Unsere Literaturzeitschrift Schreib-Lust Print bietet die neun besten Geschichten eines jeden Quartals aus unserem Mitmachprojekt. Dazu Kolumnen, Infos, Reportagen und ...
John Egan`s Lieblingsbuch ist das „Guinessbuch der Rekorde“. Er möchte selbst auch in diesem Kabinett der kuriosen Rekorde aufgelistet werden und hat gute Chancen: Voll im Stimmbruch ist er bereits über 1,70 Meter groß. Aber die Gabe, mit der er Einzug ins Buch finden möchte, ist die eines wandelnden Lügendetektors, denn er ist davon überzeugt, jede ausgesprochene Lüge sofort zu erkennen. In seinen Eltern, mit denen er gerade erst wieder bei Großmutter eingezogen ist, hat er die passenden Übungskandidaten. Als John eine Lüge seines arbeitslosen Vaters aufdeckt, kommt es zur Tragödie.
Die 39-jährige M. J. Hyland erzählt in „Die Liste der Lügen“ mit zarter Stimme die Geschichte eines Sonderlings. Dabei gelingt ihr, ohne in den üblichen wirren des Familienromans aufzugehen, ein sozialkritisches Bild der Zeit irischer Arbeitslosigkeit in den siebziger Jahren darzustellen.
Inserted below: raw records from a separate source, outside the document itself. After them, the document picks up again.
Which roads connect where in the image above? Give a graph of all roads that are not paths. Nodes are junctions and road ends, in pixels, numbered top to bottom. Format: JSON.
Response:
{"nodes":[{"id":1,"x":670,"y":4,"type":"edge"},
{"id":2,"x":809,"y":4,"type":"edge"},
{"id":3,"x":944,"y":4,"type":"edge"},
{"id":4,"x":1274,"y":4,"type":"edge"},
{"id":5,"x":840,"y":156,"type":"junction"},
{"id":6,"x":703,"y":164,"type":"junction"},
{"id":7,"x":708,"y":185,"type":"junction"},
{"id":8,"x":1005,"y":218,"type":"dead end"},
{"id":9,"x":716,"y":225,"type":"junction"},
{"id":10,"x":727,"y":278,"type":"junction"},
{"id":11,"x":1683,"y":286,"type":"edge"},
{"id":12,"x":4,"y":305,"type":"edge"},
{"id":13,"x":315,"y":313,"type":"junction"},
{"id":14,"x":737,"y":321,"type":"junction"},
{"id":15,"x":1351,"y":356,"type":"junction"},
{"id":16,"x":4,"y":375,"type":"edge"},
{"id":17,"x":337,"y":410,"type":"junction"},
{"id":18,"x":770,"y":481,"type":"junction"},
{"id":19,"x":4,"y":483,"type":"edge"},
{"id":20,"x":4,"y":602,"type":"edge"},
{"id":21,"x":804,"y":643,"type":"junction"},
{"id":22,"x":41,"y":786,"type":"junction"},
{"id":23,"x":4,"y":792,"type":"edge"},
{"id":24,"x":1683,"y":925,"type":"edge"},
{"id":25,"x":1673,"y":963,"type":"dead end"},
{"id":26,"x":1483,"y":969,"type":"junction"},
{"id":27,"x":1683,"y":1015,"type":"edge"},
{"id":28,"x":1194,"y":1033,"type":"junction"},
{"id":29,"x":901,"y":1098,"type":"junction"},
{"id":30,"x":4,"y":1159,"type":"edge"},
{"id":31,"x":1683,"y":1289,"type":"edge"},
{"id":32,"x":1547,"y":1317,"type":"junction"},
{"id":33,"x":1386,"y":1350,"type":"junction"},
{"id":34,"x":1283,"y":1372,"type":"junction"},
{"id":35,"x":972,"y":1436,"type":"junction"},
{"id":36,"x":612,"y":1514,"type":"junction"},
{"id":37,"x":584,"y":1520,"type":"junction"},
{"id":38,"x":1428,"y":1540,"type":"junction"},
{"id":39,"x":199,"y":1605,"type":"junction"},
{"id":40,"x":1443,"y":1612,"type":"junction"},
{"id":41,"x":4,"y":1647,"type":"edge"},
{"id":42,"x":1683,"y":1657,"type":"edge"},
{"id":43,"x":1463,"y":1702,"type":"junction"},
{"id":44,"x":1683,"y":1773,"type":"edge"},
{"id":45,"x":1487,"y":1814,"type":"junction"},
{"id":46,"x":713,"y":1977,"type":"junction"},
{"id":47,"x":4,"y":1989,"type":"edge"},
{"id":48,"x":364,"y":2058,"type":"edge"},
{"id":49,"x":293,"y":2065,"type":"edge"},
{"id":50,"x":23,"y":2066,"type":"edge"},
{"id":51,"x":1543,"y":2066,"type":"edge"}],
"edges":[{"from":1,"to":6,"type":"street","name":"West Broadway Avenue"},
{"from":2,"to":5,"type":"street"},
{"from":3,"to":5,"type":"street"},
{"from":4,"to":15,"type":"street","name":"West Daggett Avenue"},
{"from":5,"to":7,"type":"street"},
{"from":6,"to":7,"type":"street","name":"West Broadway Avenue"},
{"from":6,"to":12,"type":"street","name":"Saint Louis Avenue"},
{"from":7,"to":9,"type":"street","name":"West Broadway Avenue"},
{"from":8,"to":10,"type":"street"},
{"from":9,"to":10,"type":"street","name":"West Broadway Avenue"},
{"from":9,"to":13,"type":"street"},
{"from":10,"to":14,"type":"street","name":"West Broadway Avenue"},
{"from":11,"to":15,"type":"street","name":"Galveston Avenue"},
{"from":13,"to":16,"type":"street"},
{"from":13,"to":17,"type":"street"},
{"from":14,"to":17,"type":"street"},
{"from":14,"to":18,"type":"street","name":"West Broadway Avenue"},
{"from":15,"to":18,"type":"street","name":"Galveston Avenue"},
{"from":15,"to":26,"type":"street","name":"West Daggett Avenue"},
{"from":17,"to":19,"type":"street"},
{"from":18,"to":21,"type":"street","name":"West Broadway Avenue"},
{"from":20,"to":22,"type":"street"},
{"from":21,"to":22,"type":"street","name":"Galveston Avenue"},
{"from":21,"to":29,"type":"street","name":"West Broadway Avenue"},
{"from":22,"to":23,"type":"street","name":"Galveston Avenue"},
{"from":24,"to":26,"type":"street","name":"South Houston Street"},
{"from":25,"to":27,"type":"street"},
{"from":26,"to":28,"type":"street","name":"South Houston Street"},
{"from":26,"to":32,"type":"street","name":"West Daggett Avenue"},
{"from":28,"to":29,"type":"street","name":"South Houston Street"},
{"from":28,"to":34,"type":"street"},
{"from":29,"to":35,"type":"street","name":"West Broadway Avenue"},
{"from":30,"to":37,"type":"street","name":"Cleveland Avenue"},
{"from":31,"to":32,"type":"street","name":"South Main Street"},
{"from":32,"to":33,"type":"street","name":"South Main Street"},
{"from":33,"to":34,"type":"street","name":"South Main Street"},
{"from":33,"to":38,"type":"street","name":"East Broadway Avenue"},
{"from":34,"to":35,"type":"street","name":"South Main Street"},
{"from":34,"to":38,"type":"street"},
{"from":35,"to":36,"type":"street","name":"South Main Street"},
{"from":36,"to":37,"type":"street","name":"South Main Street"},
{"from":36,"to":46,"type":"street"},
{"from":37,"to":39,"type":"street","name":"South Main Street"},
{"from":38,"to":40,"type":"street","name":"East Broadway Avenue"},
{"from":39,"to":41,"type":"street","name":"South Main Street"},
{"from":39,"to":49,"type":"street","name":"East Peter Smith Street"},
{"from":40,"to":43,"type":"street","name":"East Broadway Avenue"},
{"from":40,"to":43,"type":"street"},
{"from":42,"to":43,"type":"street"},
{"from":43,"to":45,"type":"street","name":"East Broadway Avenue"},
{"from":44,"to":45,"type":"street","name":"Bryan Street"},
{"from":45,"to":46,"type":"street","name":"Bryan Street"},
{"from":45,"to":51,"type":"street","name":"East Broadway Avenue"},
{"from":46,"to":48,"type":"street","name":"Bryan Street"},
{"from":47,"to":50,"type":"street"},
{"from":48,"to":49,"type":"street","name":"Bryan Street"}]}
Die dramatische und unaufhaltsame Irrfahrt des Jungen, der zerrissen ist zwischen einem arbeitslosen Vater, einer depressiven Mutter und dem Wahn, ins Guinnessbuch aufgenommen zu werden, wurde für den Booker Prize nominiert. Der Leser wird durch die permanenten Dialoge in ein Lügensystem voller leerer Versprechungen und Unaufrichtigkeiten gezogen. Allerdings plätschert das Buch die ersten 100 Seiten leider nur vor sich hin, um dann gewaltig an Fahrt aufzunehmen.
M. J. Hyland: Die Liste der Lügen.
Piper, August 2007.
384 Seiten, Hardcover, 19,90 Euro.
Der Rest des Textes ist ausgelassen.